In Washington State where cannabis was legalized in 2012, there are many convicted citizens who are still carrying the burden of past cannabis-related convictions.In order to address this injustice, Jenny Durkan who is the Mayor of Seattle announced that the city will toss all such cannabis-related low-level misdemeanor cases soon. While speaking in a news conference, Durkan said, "For people who needed treatment, help, and opportunity, our war on drugs ended up being a war on them." Similar comments came from George Gascon, District Attorney, San Francisco, who said his office is thinking about dismissing and sealing more than 3,000 misdemeanor cannabis-related convictions dating back to 1975.

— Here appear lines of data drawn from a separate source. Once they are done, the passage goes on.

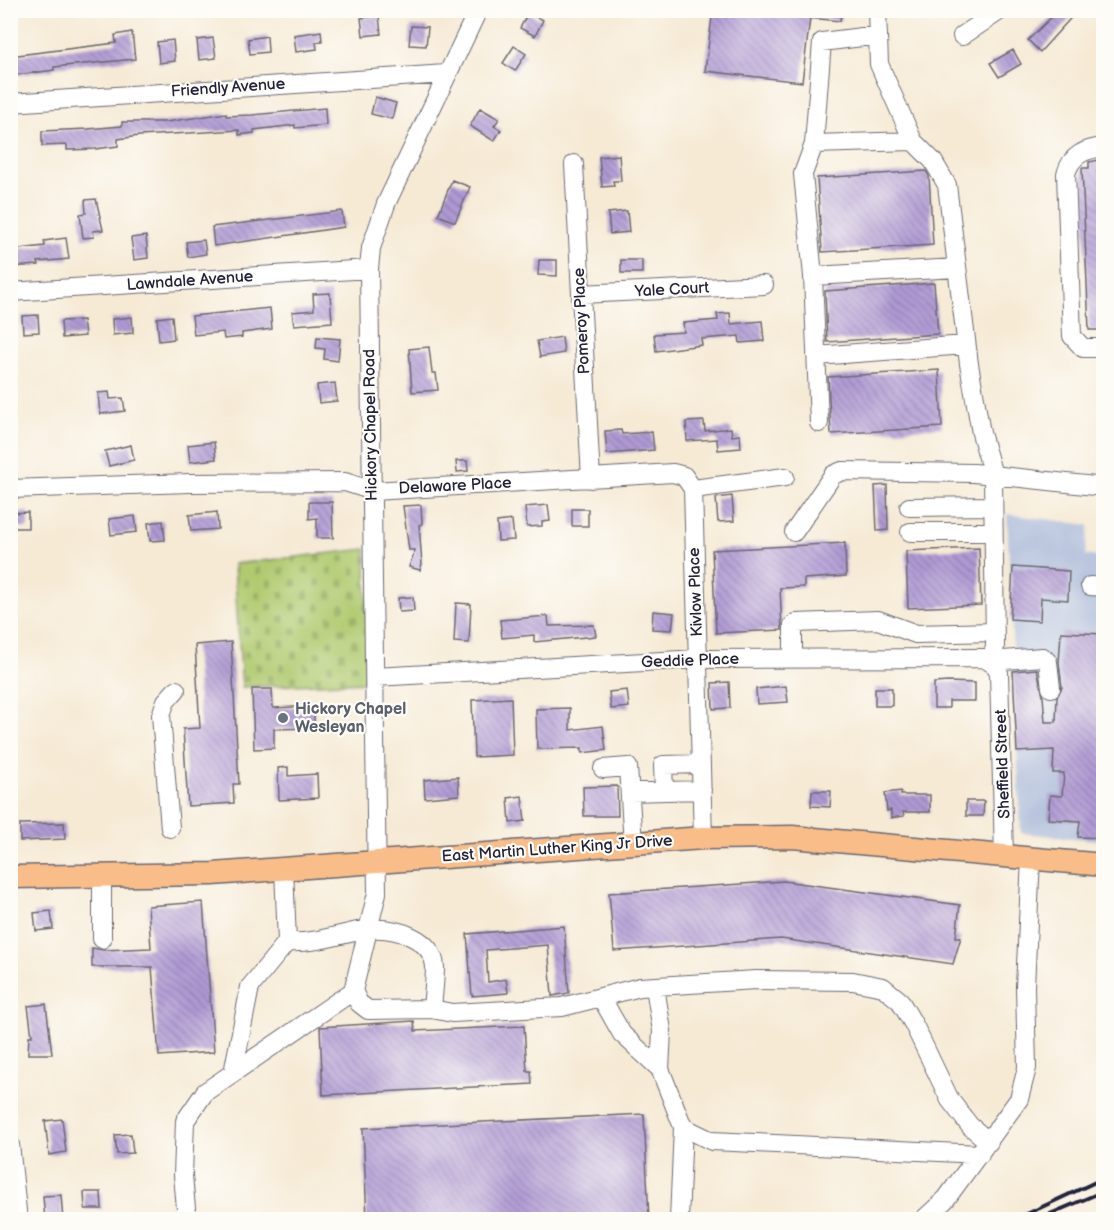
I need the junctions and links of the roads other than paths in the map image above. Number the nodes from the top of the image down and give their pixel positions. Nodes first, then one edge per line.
1 (478, 10) edge
2 (877, 10) edge
3 (1001, 10) edge
4 (878, 35) junction
5 (962, 36) dead end
6 (446, 74) junction
7 (10, 103) edge
8 (913, 141) junction
9 (814, 144) junction
10 (1104, 147) edge
11 (574, 164) dead end
12 (957, 268) junction
13 (369, 269) junction
14 (813, 276) junction
15 (764, 285) dead end
16 (10, 292) edge
17 (581, 294) junction
18 (966, 345) junction
19 (1104, 348) edge
20 (816, 356) junction
21 (819, 423) dead end
22 (993, 475) junction
23 (785, 477) dead end
24 (591, 479) junction
25 (1104, 487) edge
26 (10, 489) edge
27 (693, 489) junction
28 (372, 491) junction
29 (993, 506) junction
30 (909, 507) dead end
31 (794, 532) dead end
32 (910, 532) dead end
33 (993, 532) junction
34 (994, 632) junction
35 (794, 658) junction
36 (698, 659) junction
37 (995, 667) junction
38 (375, 677) junction
39 (1051, 688) dead end
40 (176, 690) dead end
41 (701, 764) junction
42 (603, 769) dead end
43 (702, 790) junction
44 (664, 791) junction
45 (630, 792) junction
46 (170, 828) dead end
47 (703, 838) junction
48 (633, 844) junction
49 (1004, 856) junction
50 (1031, 858) junction
51 (378, 862) junction
52 (1104, 865) edge
53 (284, 869) junction
54 (102, 875) junction
55 (10, 877) edge
56 (368, 929) junction
57 (102, 939) dead end
58 (287, 942) junction
59 (655, 987) junction
60 (353, 991) junction
61 (602, 997) junction
62 (432, 1009) junction
63 (660, 1069) junction
64 (233, 1073) junction
65 (683, 1128) junction
66 (10, 1144) edge
67 (985, 1148) junction
68 (926, 1217) edge
69 (18, 1220) edge
70 (187, 1220) edge
71 (679, 1220) edge
72 (910, 1220) edge

1 - 6 street, Hickory Chapel Road
2 - 4 street
3 - 5 street
4 - 8 street
4 - 9 street
6 - 7 street, Friendly Avenue
6 - 13 street, Hickory Chapel Road
8 - 9 street
8 - 12 street, Sheffield Street
9 - 14 street
10 - 19 street
11 - 17 street, Pomeroy Place
12 - 14 street
12 - 18 street, Sheffield Street
13 - 16 street, Lawndale Avenue
13 - 28 street, Hickory Chapel Road
14 - 20 street
15 - 17 street, Yale Court
17 - 24 street, Pomeroy Place
18 - 20 street
18 - 22 street, Sheffield Street
20 - 21 street
22 - 25 street
22 - 29 street, Sheffield Street
22 - 31 street
23 - 27 street
24 - 27 street, Delaware Place
24 - 28 street, Delaware Place
26 - 28 street, Delaware Place
27 - 36 street, Kivlow Place
28 - 38 street, Hickory Chapel Road
29 - 30 street
29 - 33 street, Sheffield Street
32 - 33 street
33 - 34 street, Sheffield Street
34 - 35 street
34 - 37 street, Sheffield Street
35 - 36 street, Geddie Place
35 - 37 street, Geddie Place
36 - 38 street, Geddie Place
36 - 41 street, Kivlow Place
37 - 39 street, Geddie Place
37 - 49 street, Sheffield Street
38 - 51 street, Hickory Chapel Road
40 - 46 street
41 - 43 street, Kivlow Place
41 - 44 street
42 - 45 street
43 - 44 street
43 - 47 street, Kivlow Place
44 - 45 street
45 - 48 street
47 - 48 main road, East Martin Luther King Jr Drive
47 - 49 main road, East Martin Luther King Jr Drive
48 - 51 main road, East Martin Luther King Jr Drive
49 - 50 main road, East Martin Luther King Jr Drive
50 - 52 main road, East Martin Luther King Jr Drive
50 - 67 street
51 - 53 main road, East Martin Luther King Jr Drive
51 - 56 street, Hickory Chapel Road
53 - 54 main road, East Martin Luther King Jr Drive
53 - 58 street
54 - 55 main road, East Martin Luther King Jr Drive
54 - 57 street
56 - 58 street
56 - 60 street
56 - 62 street
58 - 64 street
59 - 61 street
59 - 63 street
59 - 67 street
60 - 62 street
60 - 64 street
61 - 62 street
61 - 63 street
63 - 65 street
64 - 70 street
65 - 67 street
65 - 71 street
66 - 69 street
67 - 68 street
68 - 72 street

According to Jenny Roberts, Law Professor at the American University, "the move to expunge all low-level past cannabis-related convictions makes a perfect sense considering the fact that cannabis is now legalized and possessing it is not considered a crime anymore. There is no better way to treat convictions for a victimless crime when that behavior is not considered a crime anymore." Jenny asked, "If in the legislature it is not regarded as a crime, why should people keep on feeling its ramifications going forward?"

Many US states that have legalized cannabis are now moving in the same direction.

According to William McCurdy, a Democrat Assemblyman from Nevada, "since it has now got a legal status in Nevada, it is imperative that we give such convicts a chance to have their records sealed up." Now that cannabis is legal in Oregon, the state law has allowed people convicted of growing up to 6 cannabis plants or possessing up to an ounce of cannabis to have their records sealed. However, some lawmakers in Colorado are against the proposal. In 2014 a bill was moved in front of the legislature that would allow such convicts to file a petition in the court for concealment of previous low-level cannabis related convictions, but after facing stiff opposition from the prosecutors, the bill died. The District Attorneys Council was of the view that such legislation would also allow low-level drug dealers to wipe their past criminal records clean. According to Thomas Raynes, Council executive director, "a number of drug distribution cases were pleaded down to low-level felonies."